- **What you have to do**: Copy out each line of the material exactly. Pictures do not belong in the copy.

--- START ---

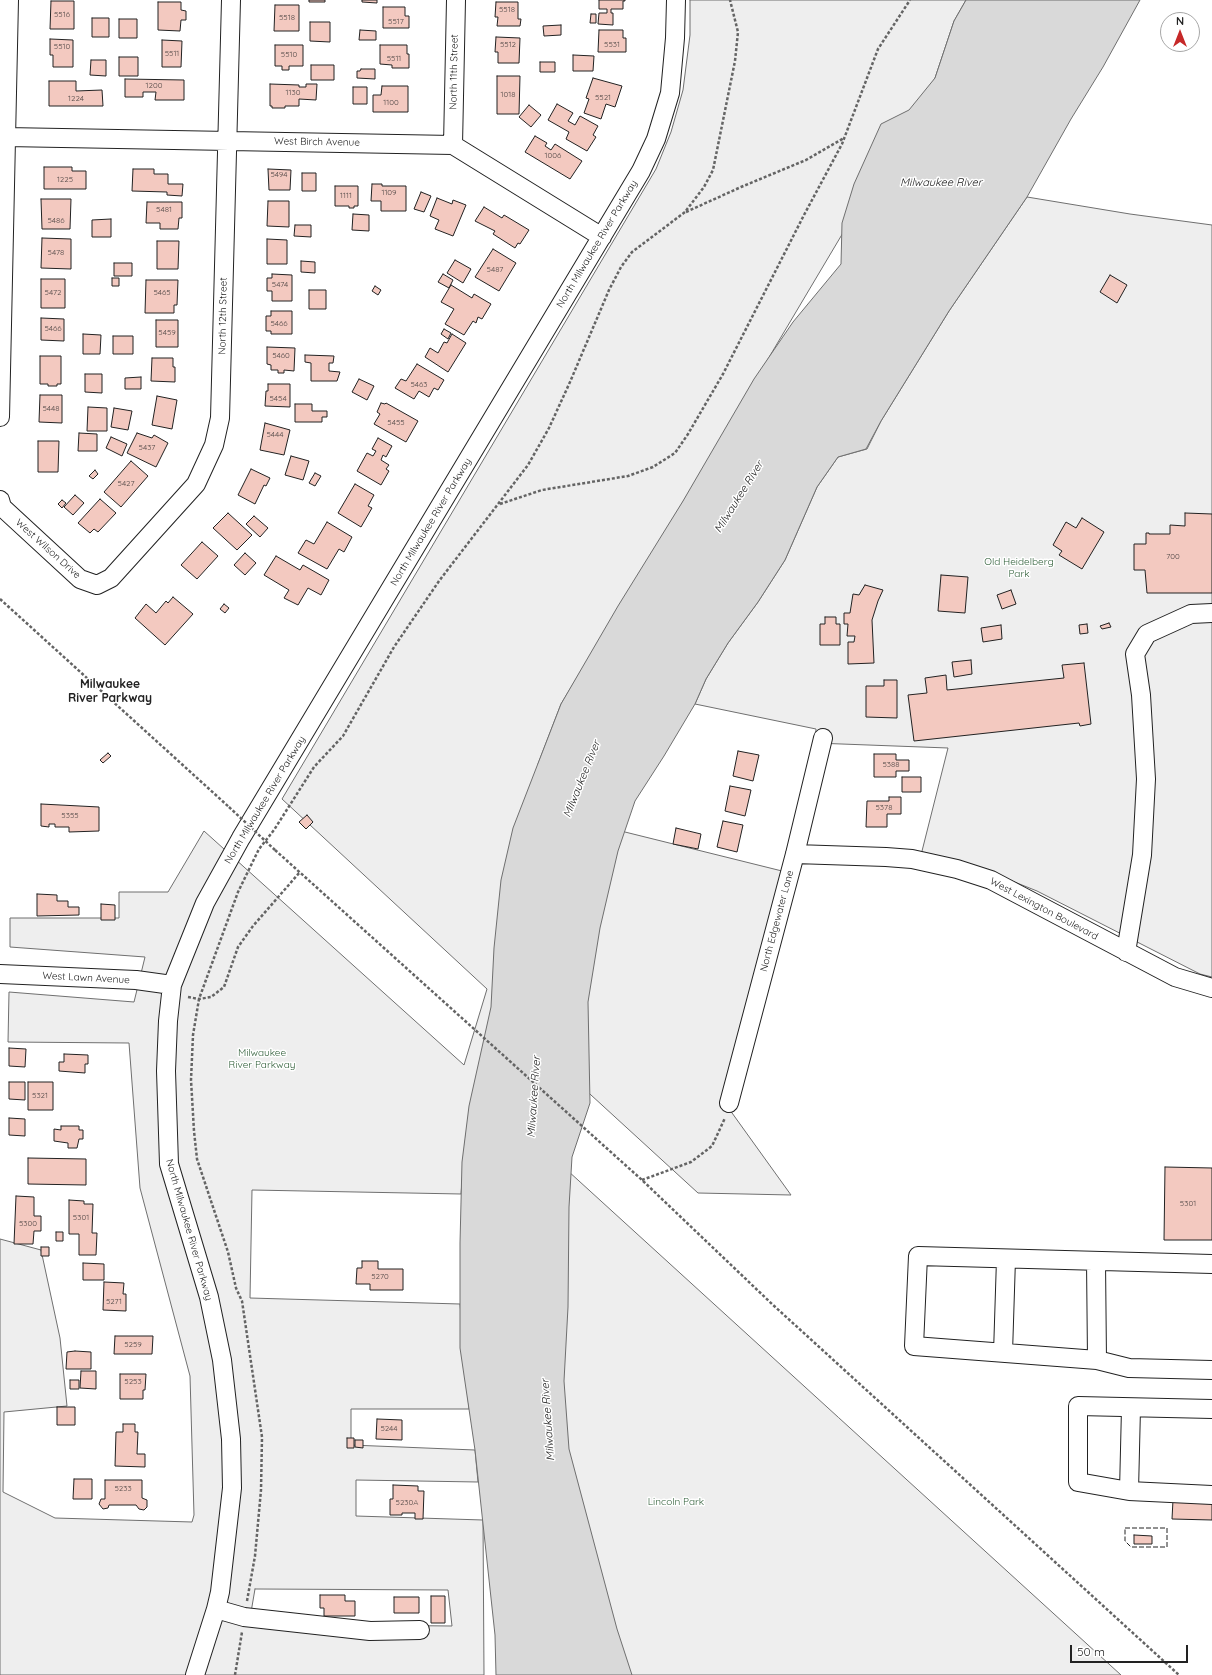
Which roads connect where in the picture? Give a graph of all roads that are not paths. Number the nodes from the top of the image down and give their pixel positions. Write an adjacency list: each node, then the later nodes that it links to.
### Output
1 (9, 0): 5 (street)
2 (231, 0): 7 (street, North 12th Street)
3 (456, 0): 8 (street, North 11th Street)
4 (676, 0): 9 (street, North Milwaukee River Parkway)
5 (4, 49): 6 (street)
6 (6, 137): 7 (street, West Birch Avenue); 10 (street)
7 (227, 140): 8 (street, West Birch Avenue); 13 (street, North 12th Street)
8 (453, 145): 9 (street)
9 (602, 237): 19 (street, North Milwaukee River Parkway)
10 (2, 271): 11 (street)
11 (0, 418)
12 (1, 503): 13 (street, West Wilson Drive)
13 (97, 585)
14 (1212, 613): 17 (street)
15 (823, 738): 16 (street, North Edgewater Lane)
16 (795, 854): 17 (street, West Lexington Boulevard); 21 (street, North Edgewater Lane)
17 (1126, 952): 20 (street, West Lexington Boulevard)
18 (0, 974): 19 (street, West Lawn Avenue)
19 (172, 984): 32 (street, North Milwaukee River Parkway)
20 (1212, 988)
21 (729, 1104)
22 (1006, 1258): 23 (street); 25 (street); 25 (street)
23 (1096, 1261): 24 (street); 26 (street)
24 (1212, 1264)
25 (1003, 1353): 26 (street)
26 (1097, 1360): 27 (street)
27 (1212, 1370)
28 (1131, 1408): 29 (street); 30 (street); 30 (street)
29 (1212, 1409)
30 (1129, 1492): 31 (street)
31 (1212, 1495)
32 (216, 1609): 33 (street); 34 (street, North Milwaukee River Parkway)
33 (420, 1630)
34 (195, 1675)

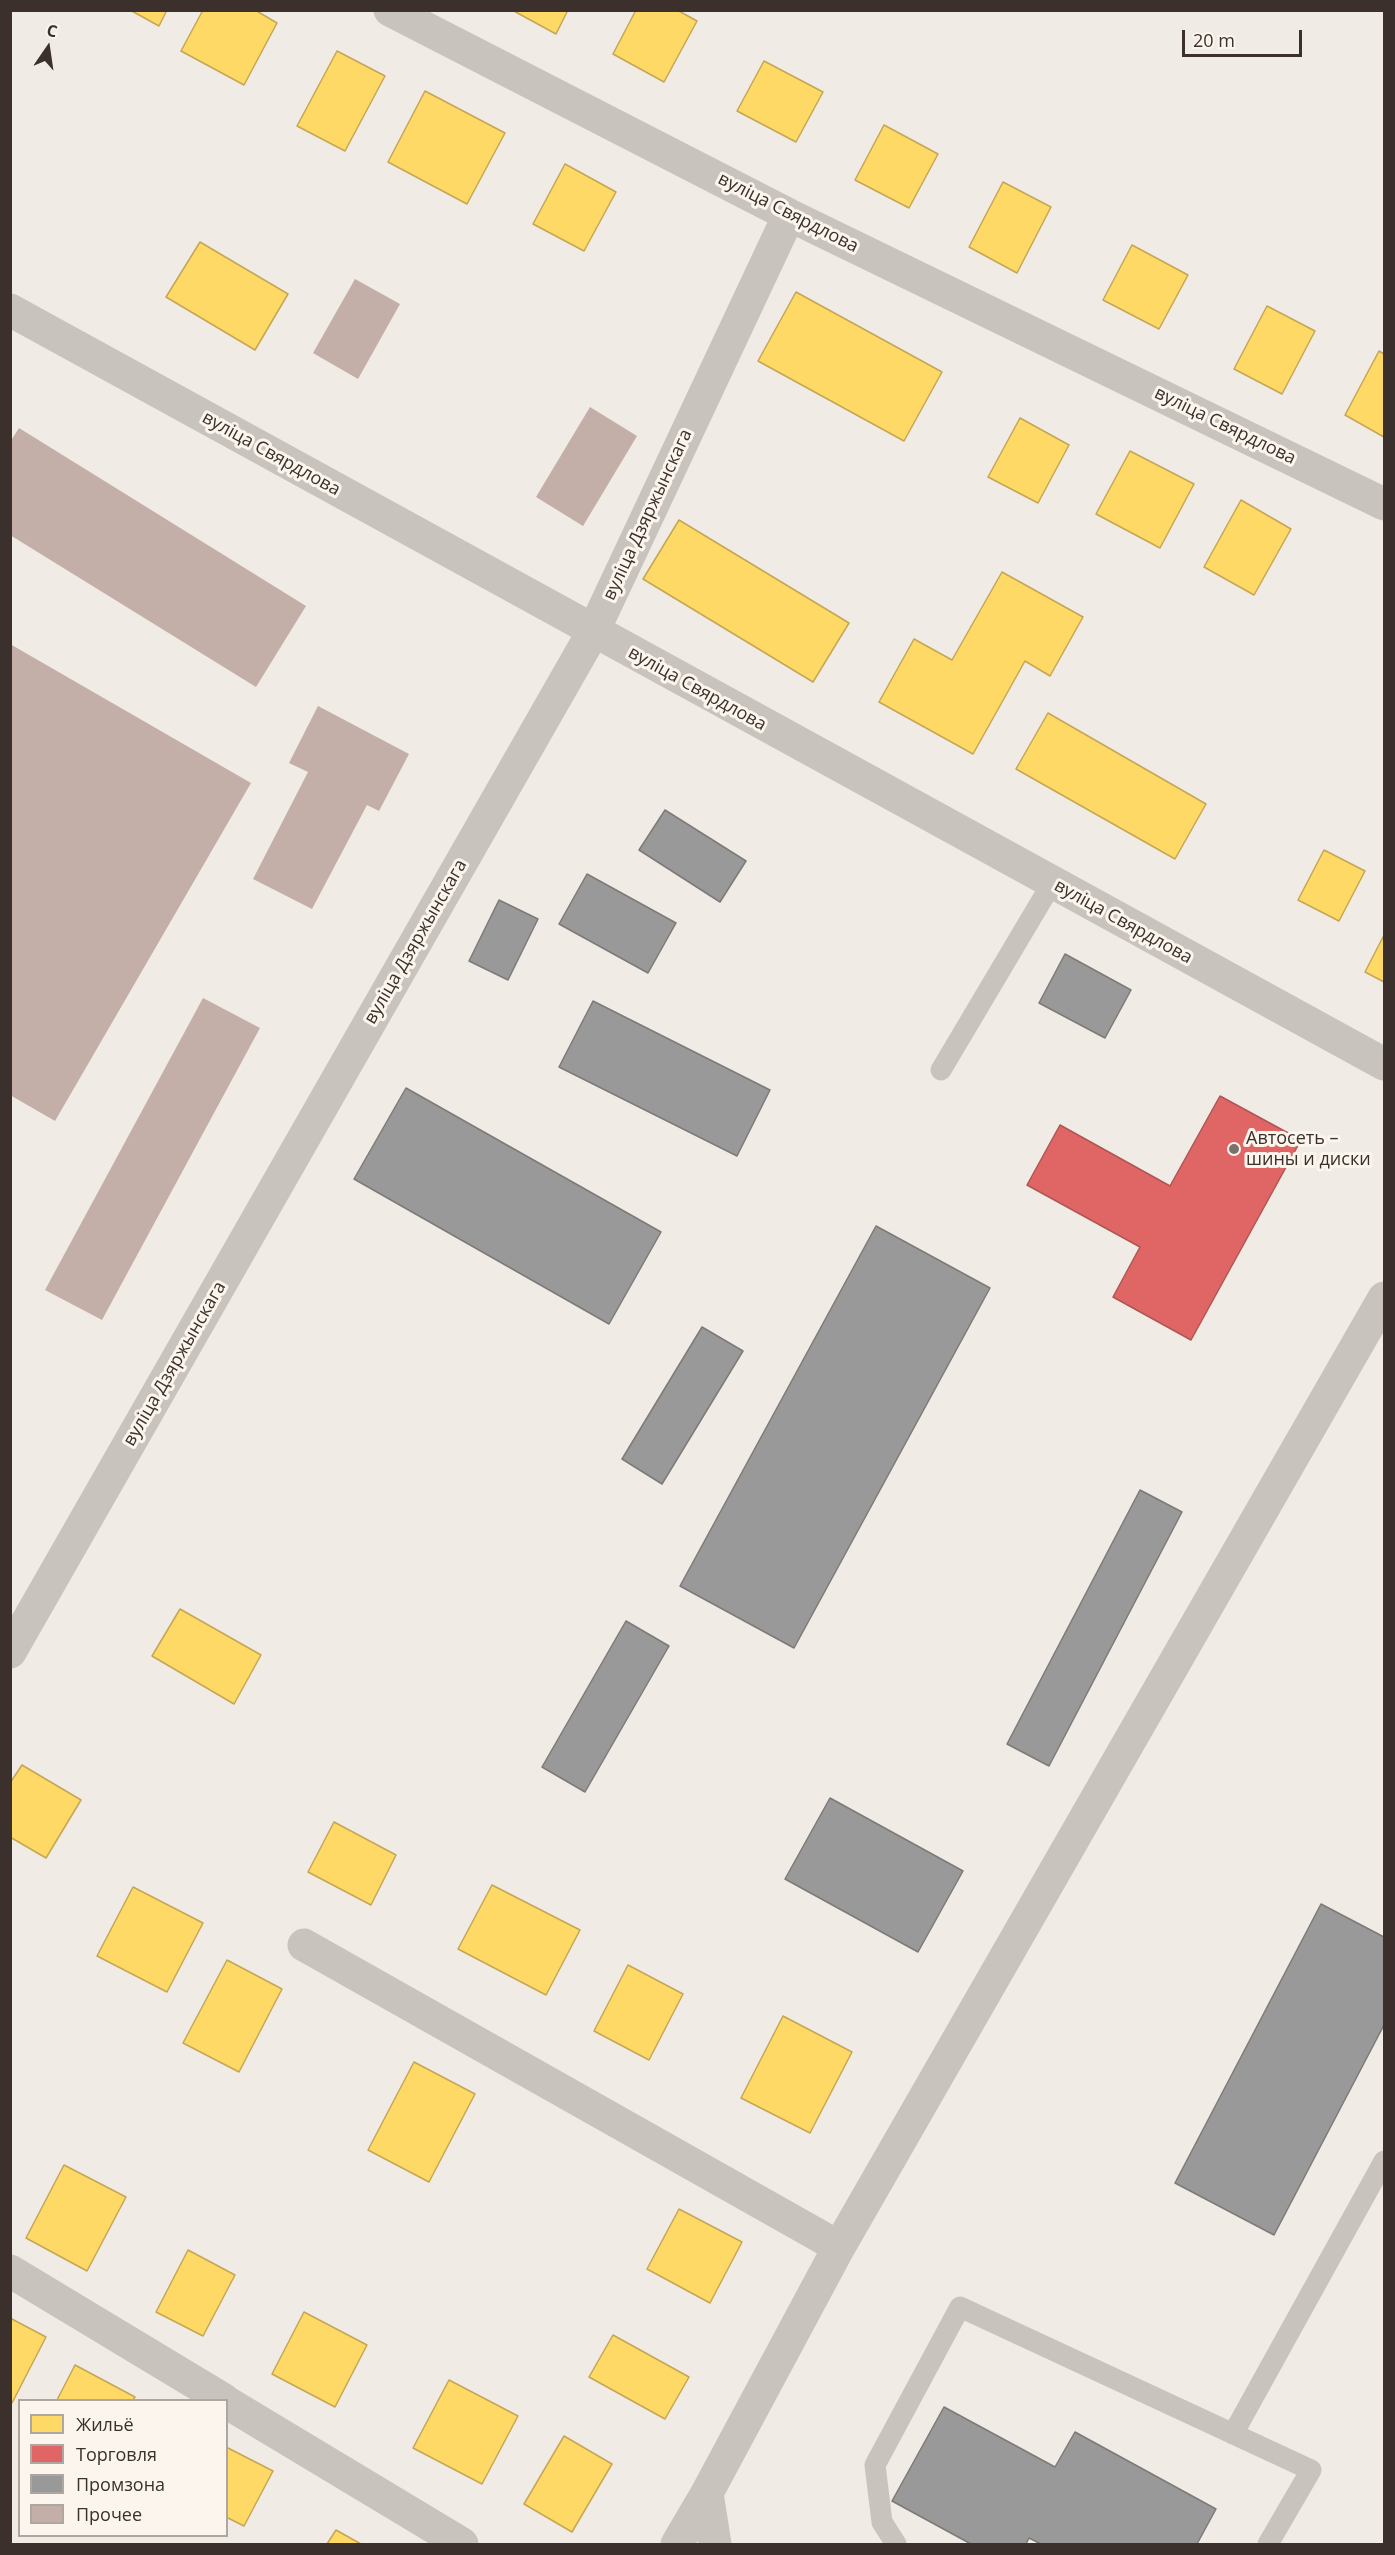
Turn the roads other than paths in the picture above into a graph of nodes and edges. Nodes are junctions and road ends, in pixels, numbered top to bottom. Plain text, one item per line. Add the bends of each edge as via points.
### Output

--- END ---

- **Answer to this task**:
Which roads connect where in the picture? Give a graph of all roads that are not paths. Number the nodes from the top of the image down and give their pixel positions. Write an adjacency list: each node, then the later nodes that it links to.
### Output
1 (9, 0): 5 (street)
2 (231, 0): 7 (street, North 12th Street)
3 (456, 0): 8 (street, North 11th Street)
4 (676, 0): 9 (street, North Milwaukee River Parkway)
5 (4, 49): 6 (street)
6 (6, 137): 7 (street, West Birch Avenue); 10 (street)
7 (227, 140): 8 (street, West Birch Avenue); 13 (street, North 12th Street)
8 (453, 145): 9 (street)
9 (602, 237): 19 (street, North Milwaukee River Parkway)
10 (2, 271): 11 (street)
11 (0, 418)
12 (1, 503): 13 (street, West Wilson Drive)
13 (97, 585)
14 (1212, 613): 17 (street)
15 (823, 738): 16 (street, North Edgewater Lane)
16 (795, 854): 17 (street, West Lexington Boulevard); 21 (street, North Edgewater Lane)
17 (1126, 952): 20 (street, West Lexington Boulevard)
18 (0, 974): 19 (street, West Lawn Avenue)
19 (172, 984): 32 (street, North Milwaukee River Parkway)
20 (1212, 988)
21 (729, 1104)
22 (1006, 1258): 23 (street); 25 (street); 25 (street)
23 (1096, 1261): 24 (street); 26 (street)
24 (1212, 1264)
25 (1003, 1353): 26 (street)
26 (1097, 1360): 27 (street)
27 (1212, 1370)
28 (1131, 1408): 29 (street); 30 (street); 30 (street)
29 (1212, 1409)
30 (1129, 1492): 31 (street)
31 (1212, 1495)
32 (216, 1609): 33 (street); 34 (street, North Milwaukee River Parkway)
33 (420, 1630)
34 (195, 1675)

Turn the roads other than paths in the picture above into a graph of nodes and edges. Nodes are junctions and road ends, in pixels, numbered top to bottom. Plain text, one item per line. Add the bends of each edge as via points.
### Output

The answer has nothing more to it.